▸ EXERCISE OBJECTIVE
Gather every line from the entries below that includes "main".

[Stored items]
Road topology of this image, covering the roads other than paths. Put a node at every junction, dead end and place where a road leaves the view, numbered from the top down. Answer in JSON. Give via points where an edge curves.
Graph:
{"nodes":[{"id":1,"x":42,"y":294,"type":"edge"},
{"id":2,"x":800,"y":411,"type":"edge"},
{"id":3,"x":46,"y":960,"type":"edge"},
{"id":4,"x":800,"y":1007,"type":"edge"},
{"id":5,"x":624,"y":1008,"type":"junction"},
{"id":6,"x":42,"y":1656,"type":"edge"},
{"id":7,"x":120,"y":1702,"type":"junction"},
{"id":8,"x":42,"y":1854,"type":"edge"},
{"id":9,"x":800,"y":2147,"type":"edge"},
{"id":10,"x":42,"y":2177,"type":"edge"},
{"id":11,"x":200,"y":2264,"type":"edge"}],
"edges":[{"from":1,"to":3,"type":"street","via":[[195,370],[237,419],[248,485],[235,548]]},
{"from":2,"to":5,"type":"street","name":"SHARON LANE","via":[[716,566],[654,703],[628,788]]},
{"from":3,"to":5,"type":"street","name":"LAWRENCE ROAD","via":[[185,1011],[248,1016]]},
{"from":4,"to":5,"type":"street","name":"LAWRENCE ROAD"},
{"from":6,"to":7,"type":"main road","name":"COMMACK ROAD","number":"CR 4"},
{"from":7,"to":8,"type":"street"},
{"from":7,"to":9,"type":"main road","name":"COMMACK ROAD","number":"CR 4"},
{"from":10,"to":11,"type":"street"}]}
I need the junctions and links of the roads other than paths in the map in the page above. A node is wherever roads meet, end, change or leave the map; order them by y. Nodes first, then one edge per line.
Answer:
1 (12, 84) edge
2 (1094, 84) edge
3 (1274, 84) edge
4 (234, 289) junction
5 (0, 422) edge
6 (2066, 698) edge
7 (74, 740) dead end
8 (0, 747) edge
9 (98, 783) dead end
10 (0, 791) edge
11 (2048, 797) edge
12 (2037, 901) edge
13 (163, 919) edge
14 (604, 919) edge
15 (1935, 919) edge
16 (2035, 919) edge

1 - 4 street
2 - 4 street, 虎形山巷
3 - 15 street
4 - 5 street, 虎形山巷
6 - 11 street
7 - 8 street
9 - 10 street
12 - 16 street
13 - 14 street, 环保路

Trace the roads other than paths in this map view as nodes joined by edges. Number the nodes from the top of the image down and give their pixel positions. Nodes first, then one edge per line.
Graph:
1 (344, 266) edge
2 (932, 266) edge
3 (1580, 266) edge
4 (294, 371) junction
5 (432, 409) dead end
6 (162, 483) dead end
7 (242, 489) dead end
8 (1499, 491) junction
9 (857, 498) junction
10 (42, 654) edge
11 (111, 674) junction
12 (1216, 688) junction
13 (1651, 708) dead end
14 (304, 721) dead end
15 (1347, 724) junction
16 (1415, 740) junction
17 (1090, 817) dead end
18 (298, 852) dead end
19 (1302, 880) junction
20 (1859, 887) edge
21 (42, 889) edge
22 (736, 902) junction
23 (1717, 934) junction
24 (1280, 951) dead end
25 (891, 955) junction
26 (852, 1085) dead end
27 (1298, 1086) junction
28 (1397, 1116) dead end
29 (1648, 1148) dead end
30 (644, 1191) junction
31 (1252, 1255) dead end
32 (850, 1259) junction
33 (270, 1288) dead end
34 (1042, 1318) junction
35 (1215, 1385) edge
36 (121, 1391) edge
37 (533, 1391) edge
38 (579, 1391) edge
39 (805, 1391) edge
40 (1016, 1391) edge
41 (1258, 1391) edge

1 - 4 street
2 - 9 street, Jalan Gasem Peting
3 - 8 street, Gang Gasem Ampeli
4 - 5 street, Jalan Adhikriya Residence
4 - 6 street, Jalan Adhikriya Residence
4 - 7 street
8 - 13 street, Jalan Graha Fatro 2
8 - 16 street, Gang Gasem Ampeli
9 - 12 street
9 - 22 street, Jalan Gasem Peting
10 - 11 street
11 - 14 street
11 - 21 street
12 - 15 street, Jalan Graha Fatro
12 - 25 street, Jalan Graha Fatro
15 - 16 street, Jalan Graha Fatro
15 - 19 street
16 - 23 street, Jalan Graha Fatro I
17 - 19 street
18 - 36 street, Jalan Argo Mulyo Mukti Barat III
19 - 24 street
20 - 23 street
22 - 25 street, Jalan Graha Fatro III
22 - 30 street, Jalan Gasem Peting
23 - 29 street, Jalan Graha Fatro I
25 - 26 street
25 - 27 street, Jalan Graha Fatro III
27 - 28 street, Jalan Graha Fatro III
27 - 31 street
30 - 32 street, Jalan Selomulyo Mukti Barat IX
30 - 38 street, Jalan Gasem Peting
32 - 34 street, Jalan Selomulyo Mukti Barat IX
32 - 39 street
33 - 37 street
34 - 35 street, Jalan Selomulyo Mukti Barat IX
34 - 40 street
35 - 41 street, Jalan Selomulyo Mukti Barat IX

▸ ANSWER TO THE EXERCISE
{"from":6,"to":7,"type":"main road","name":"COMMACK ROAD","number":"CR 4"},
{"from":7,"to":9,"type":"main road","name":"COMMACK ROAD","number":"CR 4"},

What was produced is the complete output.